**** Data shown
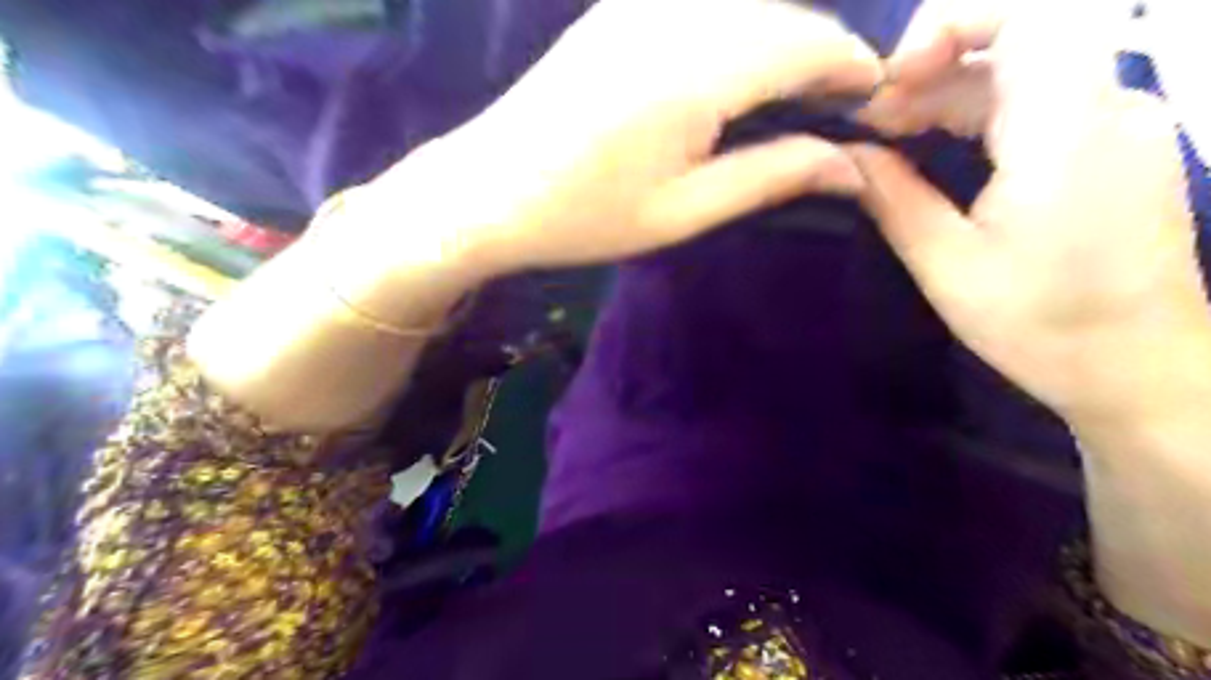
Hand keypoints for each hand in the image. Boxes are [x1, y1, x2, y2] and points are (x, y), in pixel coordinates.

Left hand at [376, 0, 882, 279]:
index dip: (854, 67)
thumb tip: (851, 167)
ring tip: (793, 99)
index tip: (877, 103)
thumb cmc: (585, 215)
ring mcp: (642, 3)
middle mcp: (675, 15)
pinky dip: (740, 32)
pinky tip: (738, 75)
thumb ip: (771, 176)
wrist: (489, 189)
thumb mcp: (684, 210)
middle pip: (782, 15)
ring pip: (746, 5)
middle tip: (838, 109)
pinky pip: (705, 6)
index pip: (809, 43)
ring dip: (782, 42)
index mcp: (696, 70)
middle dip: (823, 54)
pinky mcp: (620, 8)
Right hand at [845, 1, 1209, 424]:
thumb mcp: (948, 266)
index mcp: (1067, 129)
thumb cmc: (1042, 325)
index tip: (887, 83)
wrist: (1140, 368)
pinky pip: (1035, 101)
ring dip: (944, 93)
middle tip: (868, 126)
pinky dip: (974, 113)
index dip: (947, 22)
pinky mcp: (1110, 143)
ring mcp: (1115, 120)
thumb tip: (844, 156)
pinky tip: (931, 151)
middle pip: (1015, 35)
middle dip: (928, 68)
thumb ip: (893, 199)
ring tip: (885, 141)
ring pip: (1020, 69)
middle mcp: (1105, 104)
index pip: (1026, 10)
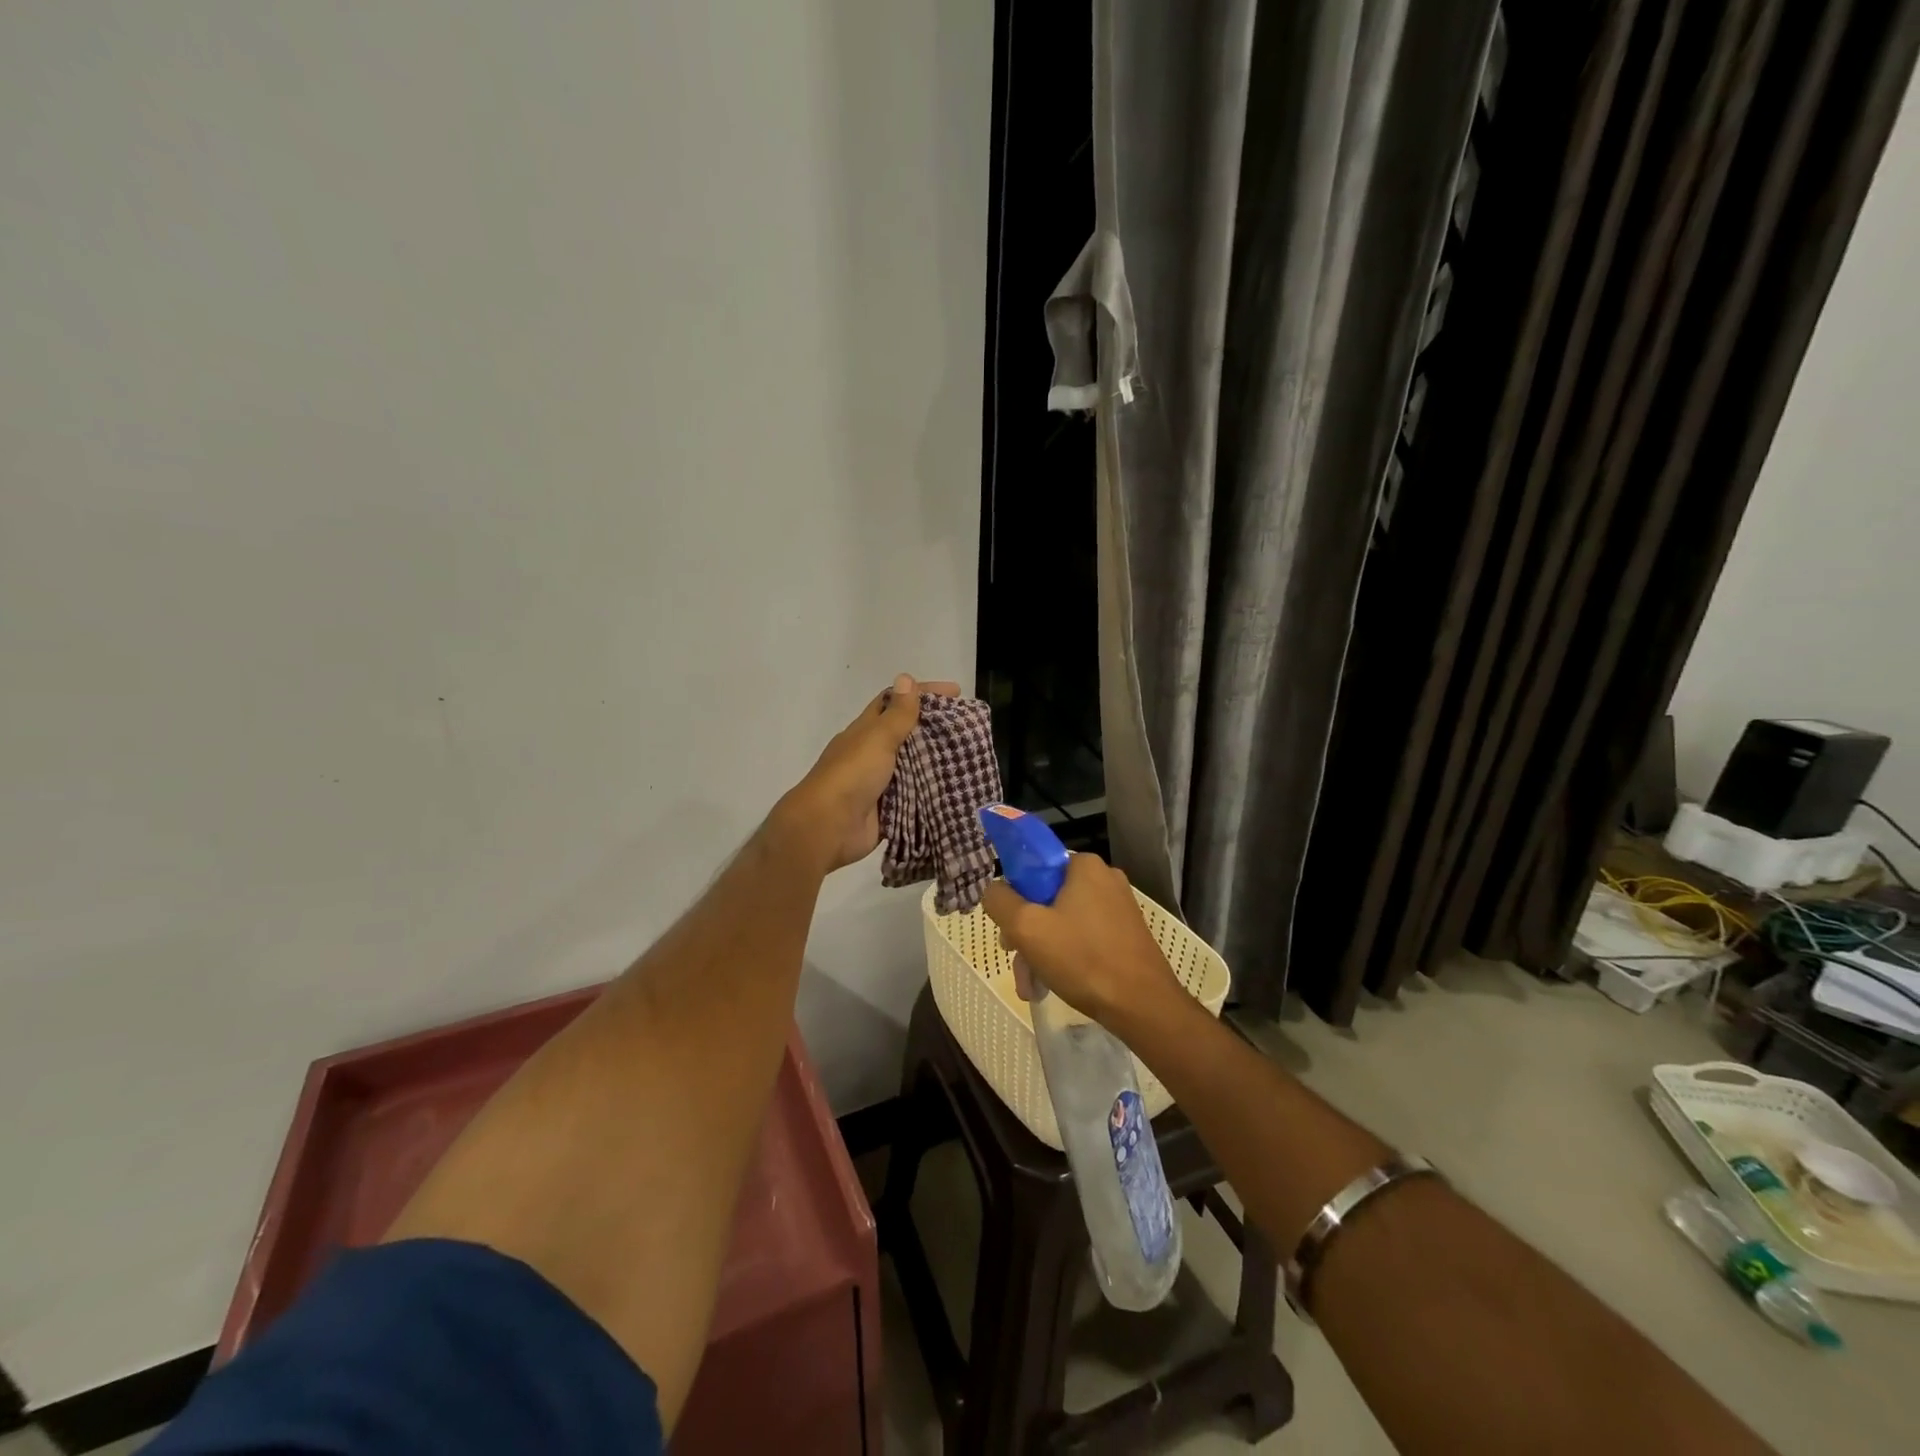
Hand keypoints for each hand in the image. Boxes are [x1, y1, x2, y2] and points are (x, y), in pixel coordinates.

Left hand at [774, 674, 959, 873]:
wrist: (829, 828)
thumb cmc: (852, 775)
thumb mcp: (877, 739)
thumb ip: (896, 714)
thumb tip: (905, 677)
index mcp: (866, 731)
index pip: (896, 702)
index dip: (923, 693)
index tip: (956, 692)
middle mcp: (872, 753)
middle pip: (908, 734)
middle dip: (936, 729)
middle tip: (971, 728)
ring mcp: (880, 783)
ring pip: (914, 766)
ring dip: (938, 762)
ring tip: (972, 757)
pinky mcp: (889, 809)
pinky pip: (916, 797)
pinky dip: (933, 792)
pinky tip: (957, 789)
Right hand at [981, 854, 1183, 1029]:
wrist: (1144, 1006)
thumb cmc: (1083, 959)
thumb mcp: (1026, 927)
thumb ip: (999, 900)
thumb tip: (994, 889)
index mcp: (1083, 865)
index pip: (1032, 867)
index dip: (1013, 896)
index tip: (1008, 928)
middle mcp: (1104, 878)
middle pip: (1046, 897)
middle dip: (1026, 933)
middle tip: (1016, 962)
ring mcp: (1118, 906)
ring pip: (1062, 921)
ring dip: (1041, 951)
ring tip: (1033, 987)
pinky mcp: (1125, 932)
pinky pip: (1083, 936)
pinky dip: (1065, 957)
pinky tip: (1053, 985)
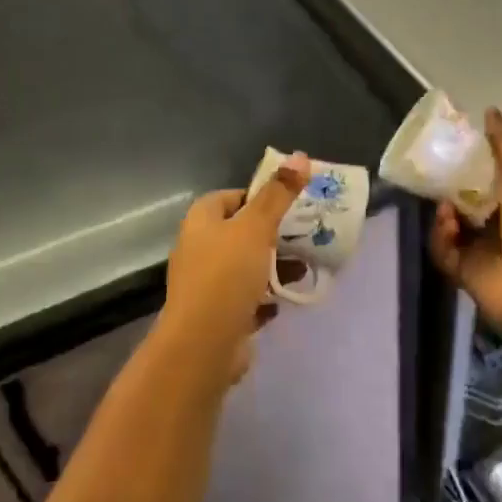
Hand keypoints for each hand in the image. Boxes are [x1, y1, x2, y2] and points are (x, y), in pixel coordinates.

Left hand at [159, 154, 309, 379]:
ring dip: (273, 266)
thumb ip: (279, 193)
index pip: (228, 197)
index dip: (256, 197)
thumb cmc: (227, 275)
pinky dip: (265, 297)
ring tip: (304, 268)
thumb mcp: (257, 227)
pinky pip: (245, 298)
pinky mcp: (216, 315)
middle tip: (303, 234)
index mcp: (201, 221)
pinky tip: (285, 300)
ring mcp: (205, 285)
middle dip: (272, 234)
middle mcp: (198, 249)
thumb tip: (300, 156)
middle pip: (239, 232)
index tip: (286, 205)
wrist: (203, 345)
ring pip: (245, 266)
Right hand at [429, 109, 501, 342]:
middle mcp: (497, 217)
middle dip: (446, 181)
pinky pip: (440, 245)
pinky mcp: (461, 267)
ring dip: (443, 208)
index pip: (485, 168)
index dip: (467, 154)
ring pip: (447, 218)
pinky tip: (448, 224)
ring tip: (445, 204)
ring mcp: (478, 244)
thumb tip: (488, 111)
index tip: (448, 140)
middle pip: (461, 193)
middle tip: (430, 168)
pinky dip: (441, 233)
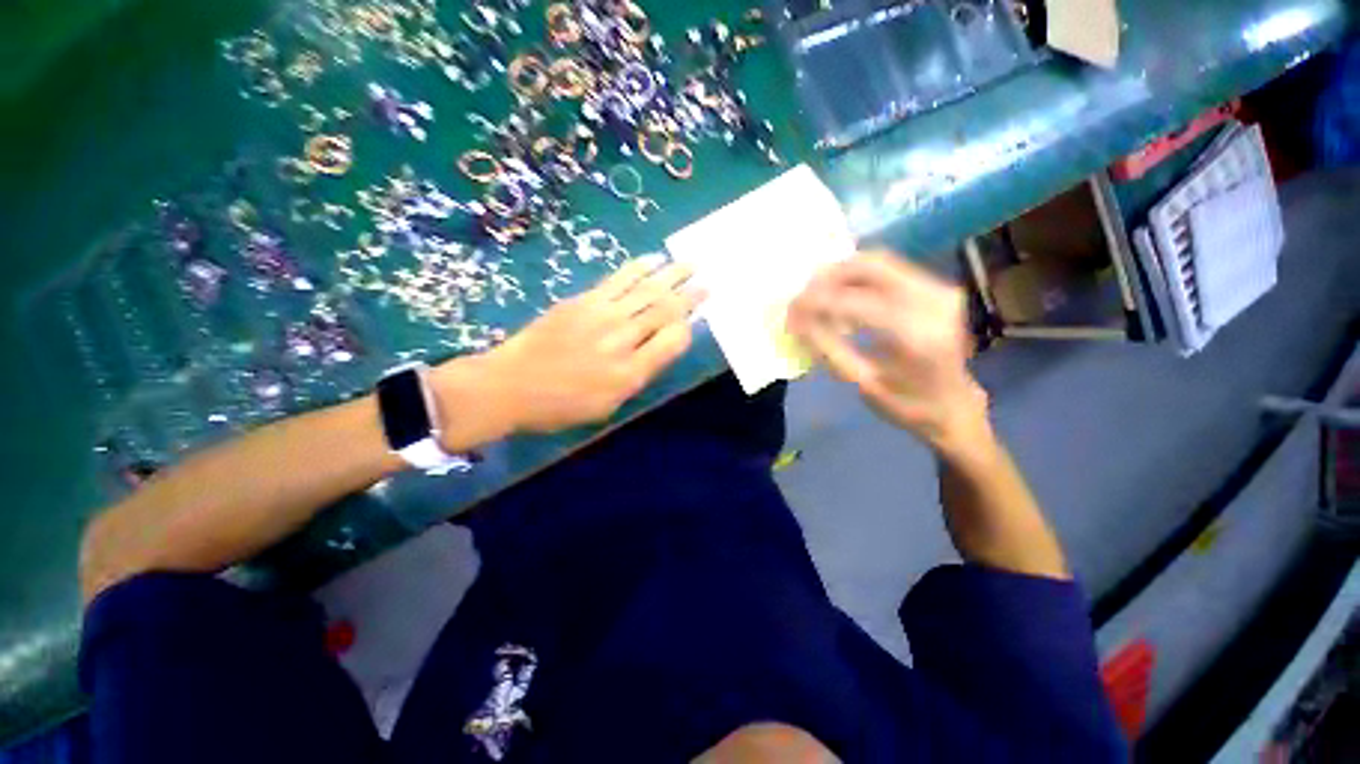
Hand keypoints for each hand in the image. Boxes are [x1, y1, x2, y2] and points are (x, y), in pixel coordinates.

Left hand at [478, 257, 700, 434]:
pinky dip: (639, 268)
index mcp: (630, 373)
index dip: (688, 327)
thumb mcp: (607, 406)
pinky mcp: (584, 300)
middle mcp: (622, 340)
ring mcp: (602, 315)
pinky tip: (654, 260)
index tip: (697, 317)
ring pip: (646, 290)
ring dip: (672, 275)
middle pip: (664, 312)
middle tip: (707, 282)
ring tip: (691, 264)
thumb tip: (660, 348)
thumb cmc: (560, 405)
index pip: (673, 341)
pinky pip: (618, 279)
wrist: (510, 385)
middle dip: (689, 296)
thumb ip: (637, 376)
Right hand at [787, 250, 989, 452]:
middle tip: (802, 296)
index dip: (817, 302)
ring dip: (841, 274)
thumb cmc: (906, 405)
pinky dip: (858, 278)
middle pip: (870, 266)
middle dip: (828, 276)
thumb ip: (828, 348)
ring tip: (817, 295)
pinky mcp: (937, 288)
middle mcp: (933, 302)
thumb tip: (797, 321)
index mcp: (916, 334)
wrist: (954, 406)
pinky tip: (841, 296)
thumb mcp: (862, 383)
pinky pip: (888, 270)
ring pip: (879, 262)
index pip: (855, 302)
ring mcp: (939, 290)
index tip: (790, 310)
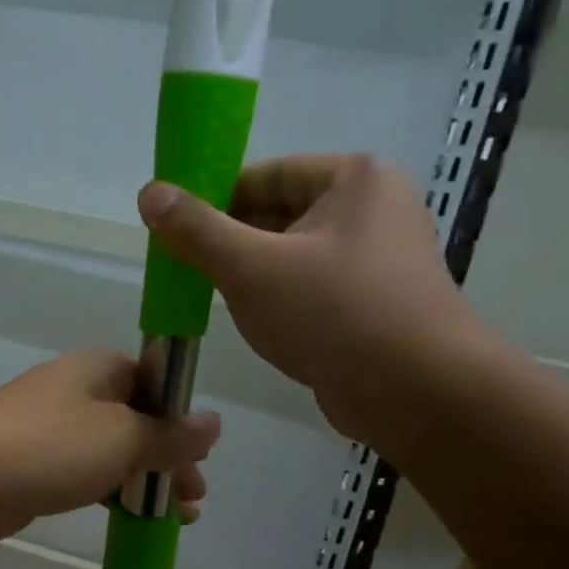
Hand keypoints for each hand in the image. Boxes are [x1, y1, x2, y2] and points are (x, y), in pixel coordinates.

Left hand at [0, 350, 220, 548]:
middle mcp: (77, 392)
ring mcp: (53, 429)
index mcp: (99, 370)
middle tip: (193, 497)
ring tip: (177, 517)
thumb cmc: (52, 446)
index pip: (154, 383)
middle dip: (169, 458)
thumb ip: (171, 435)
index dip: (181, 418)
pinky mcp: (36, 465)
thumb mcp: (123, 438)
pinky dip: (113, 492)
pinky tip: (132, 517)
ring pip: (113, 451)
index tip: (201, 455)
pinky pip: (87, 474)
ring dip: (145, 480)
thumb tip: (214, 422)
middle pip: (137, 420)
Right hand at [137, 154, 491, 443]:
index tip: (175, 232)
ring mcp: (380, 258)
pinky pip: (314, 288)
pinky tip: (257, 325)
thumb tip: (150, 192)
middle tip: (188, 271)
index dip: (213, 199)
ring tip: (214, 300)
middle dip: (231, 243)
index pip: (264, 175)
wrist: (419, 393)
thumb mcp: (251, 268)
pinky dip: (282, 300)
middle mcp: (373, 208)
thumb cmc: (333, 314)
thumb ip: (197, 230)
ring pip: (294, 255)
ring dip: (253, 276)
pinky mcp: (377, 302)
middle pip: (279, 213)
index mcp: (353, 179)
********
Task goal.
For this exercise, transcribe the data above line by line, exactly, with pictures omitted.

Exercise result.
Hand keypoints for each hand in the image. Boxes are [x1, y1, x2, y2] and points are (x, y), in pixel coordinates.

Left hand at [376, 0, 882, 279]:
index dip: (854, 67)
thumb tip: (851, 167)
ring tip: (793, 99)
index tip: (877, 103)
thumb cmc: (585, 215)
ring mcp: (642, 3)
middle mcp: (675, 15)
pinky dip: (740, 32)
pinky tip: (738, 75)
thumb ip: (771, 176)
wrist: (489, 189)
thumb mcp: (684, 210)
middle pip: (782, 15)
ring pip: (746, 5)
middle tip: (838, 109)
pinky pip: (705, 6)
index pip: (809, 43)
ring dip: (782, 42)
index mcp: (696, 70)
middle dip: (823, 54)
pinky mcp: (620, 8)
Right hand at [845, 1, 1209, 424]:
thumb mcp: (948, 266)
index mcp: (1067, 129)
thumb cmc: (1042, 325)
index tip: (887, 83)
wrist: (1140, 368)
pinky pip: (1035, 101)
ring dip: (944, 93)
middle tip: (868, 126)
pinky dip: (974, 113)
index dip: (947, 22)
pinky mcp: (1110, 143)
ring mcp: (1115, 120)
thumb tip: (844, 156)
pinky tip: (931, 151)
middle pip: (1015, 35)
middle dip: (928, 68)
thumb ip: (893, 199)
ring tip: (885, 141)
ring pip: (1020, 69)
middle mcp: (1105, 104)
index pip: (1026, 10)
Hand keypoints for each hand in the image. Boxes are [x1, y1, x2, y2] and points are (x, y), in pixel coordinates.

Left hand at [774, 674, 959, 873]:
wrist: (829, 828)
thumb cmc: (852, 775)
thumb mcp: (877, 739)
thumb ip: (896, 714)
thumb tip: (905, 677)
index mcp: (866, 731)
index pip: (896, 702)
index dip: (923, 693)
index tip: (956, 692)
middle mcp: (872, 753)
middle pip: (908, 734)
middle dip: (936, 729)
middle tip: (971, 728)
ring mcp: (880, 783)
ring pip: (914, 766)
ring dip: (938, 762)
ring tip: (972, 757)
pinky mcp: (889, 809)
pinky pip: (916, 797)
pinky dip: (933, 792)
pinky tip: (957, 789)
Right hand at [981, 854, 1183, 1029]:
wrist: (1144, 1006)
thumb cmc: (1083, 959)
thumb mcp: (1026, 927)
thumb ip: (999, 900)
thumb tip: (994, 889)
index mcp: (1083, 865)
index pip: (1032, 867)
index dip: (1013, 896)
index tip: (1008, 928)
middle mcp: (1104, 878)
middle pip: (1046, 897)
middle dip: (1026, 933)
middle tip: (1016, 962)
ring mcp: (1118, 906)
ring pip: (1062, 921)
ring dip: (1041, 951)
ring tip: (1033, 987)
pinky mcp: (1125, 932)
pinky pip: (1083, 936)
pinky dip: (1065, 957)
pinky tip: (1053, 985)
Hand keypoints for each hand in the image. Boxes are [x1, y1, x2, y2] and points are (x, y), in pixel coordinates.

Left hand at [159, 154, 309, 379]:
ring dip: (273, 266)
thumb ip: (279, 193)
index pip: (228, 197)
index dip: (256, 197)
thumb cmc: (227, 275)
pinky dip: (265, 297)
ring tip: (304, 268)
thumb mcp: (257, 227)
pinky pip: (245, 298)
pinky mcp: (216, 315)
middle tip: (303, 234)
index mcp: (201, 221)
pinky tip: (285, 300)
ring mcp: (205, 285)
middle dip: (272, 234)
middle mcp: (198, 249)
thumb tip: (300, 156)
middle pip: (239, 232)
index tip: (286, 205)
wrist: (203, 345)
ring pip: (245, 266)
Right hand at [429, 109, 501, 342]:
middle mcp: (497, 217)
middle dip: (446, 181)
pinky pip: (440, 245)
pinky mcp: (461, 267)
ring dip: (443, 208)
index pip: (485, 168)
index dip: (467, 154)
ring pip: (447, 218)
pinky tip: (448, 224)
ring tip: (445, 204)
ring mcp: (478, 244)
thumb tip: (488, 111)
index tip: (448, 140)
middle pip: (461, 193)
middle tip: (430, 168)
pinky dip: (441, 233)
Hand keypoints for each hand in the image. Boxes are [x1, y1, x2, y2] and points are (x, y), in pixel coordinates.

Left hand at [478, 257, 700, 434]:
pinky dip: (639, 268)
index mcp: (630, 373)
index dip: (688, 327)
thumb mcp: (607, 406)
pinky mcp: (584, 300)
middle mcp: (622, 340)
ring mcp: (602, 315)
pinky tip: (654, 260)
index tip: (697, 317)
ring pip: (646, 290)
ring dip: (672, 275)
middle pip: (664, 312)
middle tip: (707, 282)
ring tip: (691, 264)
thumb tip: (660, 348)
thumb cmc: (560, 405)
index pip: (673, 341)
pinky pip: (618, 279)
wrist: (510, 385)
middle dip: (689, 296)
thumb ip: (637, 376)
Right hand at [787, 250, 989, 452]:
middle tip: (802, 296)
index dip: (817, 302)
ring dip: (841, 274)
thumb cmc: (906, 405)
pinky dip: (858, 278)
middle pip: (870, 266)
middle dip: (828, 276)
thumb ip: (828, 348)
ring tip: (817, 295)
pinky mcp: (937, 288)
middle mcp: (933, 302)
thumb tip: (797, 321)
index mcp: (916, 334)
wrist: (954, 406)
pinky tip: (841, 296)
thumb mcp: (862, 383)
pinky pip: (888, 270)
ring pip: (879, 262)
index pip: (855, 302)
ring mcp: (939, 290)
index tip: (790, 310)
Hand keypoints for each hand in the image. Boxes are [x1, y1, x2, y2] and points are (x, y), in pixel coordinates.

Left hand at [0, 350, 220, 548]:
middle mcp: (77, 392)
ring mcp: (53, 429)
index mcp: (99, 370)
middle tip: (193, 497)
ring tip: (177, 517)
thumb cmc: (52, 446)
index pip: (154, 383)
middle dip: (169, 458)
thumb ip: (171, 435)
index dip: (181, 418)
pinky mcp: (36, 465)
thumb mcp: (123, 438)
pinky dip: (113, 492)
pinky tip: (132, 517)
ring pip: (113, 451)
index tip: (201, 455)
pinky pip: (87, 474)
ring dip: (145, 480)
thumb tip: (214, 422)
middle pip: (137, 420)
Right hand at [137, 154, 491, 443]:
index tip: (175, 232)
ring mcp: (380, 258)
pinky pip: (314, 288)
pinky tip: (257, 325)
thumb tip: (150, 192)
middle tip: (188, 271)
index dip: (213, 199)
ring tip: (214, 300)
middle dip: (231, 243)
index pip: (264, 175)
wrist: (419, 393)
thumb mcp: (251, 268)
pinky dip: (282, 300)
middle mcp: (373, 208)
thumb cmc: (333, 314)
thumb ip: (197, 230)
ring pip: (294, 255)
ring dip: (253, 276)
pinky mcp: (377, 302)
middle pip: (279, 213)
index mcp: (353, 179)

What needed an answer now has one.